▸ ASSIGNED TASK:
Count the lines below holding "Fairview" and answer with that number only.

Stored entries
+ + + + + + +

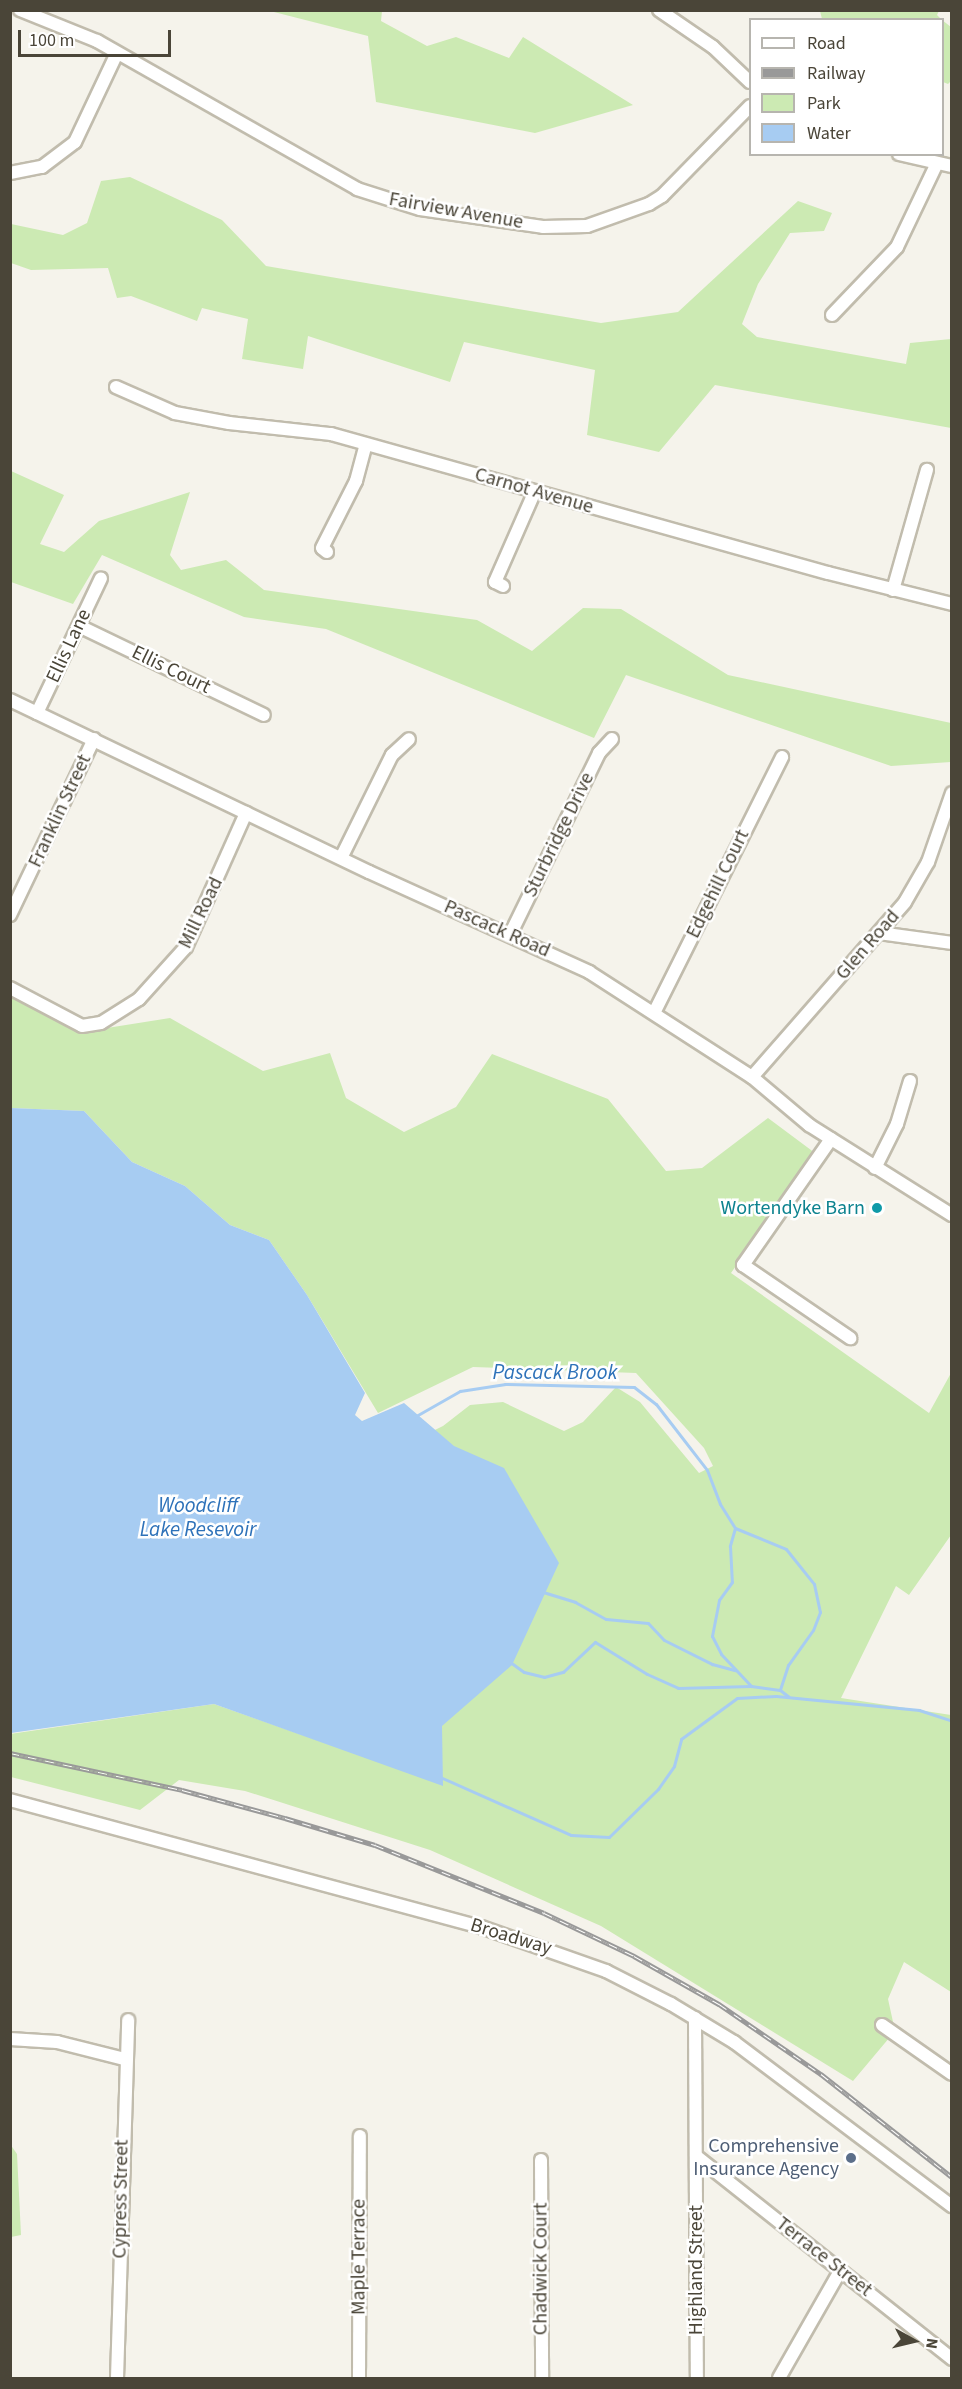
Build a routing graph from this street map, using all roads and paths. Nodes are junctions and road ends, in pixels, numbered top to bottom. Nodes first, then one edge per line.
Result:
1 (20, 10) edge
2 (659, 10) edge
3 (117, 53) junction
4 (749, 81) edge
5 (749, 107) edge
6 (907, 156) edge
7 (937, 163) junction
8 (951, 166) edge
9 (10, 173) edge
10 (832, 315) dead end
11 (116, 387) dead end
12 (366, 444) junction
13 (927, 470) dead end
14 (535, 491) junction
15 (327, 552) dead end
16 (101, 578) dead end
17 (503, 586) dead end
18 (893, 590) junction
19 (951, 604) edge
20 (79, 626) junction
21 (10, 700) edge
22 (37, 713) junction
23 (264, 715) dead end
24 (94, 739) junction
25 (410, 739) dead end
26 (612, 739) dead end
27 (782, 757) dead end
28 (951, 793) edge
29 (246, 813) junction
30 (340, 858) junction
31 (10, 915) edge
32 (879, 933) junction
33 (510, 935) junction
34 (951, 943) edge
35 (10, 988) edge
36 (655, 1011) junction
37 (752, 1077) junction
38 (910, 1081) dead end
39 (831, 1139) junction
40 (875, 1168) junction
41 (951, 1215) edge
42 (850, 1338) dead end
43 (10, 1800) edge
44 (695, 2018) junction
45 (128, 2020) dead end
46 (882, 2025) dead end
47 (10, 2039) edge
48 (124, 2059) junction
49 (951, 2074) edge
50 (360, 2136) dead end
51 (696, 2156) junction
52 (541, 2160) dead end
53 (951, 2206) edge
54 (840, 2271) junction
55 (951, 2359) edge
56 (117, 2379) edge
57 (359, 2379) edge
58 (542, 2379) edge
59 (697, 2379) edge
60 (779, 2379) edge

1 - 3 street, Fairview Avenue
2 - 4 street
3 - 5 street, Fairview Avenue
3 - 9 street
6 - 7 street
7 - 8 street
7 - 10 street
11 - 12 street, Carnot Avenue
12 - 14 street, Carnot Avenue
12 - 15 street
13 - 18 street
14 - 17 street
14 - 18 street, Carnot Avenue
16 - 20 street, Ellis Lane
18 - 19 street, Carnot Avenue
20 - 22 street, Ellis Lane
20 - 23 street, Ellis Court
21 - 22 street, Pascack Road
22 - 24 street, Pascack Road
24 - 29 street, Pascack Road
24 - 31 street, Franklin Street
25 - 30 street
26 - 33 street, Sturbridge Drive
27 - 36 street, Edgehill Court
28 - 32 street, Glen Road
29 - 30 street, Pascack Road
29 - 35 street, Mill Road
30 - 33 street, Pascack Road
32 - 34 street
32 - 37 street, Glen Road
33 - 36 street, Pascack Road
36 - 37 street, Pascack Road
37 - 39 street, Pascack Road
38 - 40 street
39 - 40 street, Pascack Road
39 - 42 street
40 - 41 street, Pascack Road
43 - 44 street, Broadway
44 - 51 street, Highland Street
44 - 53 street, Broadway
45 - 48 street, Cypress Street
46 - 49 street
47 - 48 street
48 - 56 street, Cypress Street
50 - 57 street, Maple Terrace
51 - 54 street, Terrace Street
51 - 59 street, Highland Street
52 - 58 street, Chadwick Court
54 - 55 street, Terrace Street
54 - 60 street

+ + + + + + +

▸ REPLY TO THE EXERCISE:
2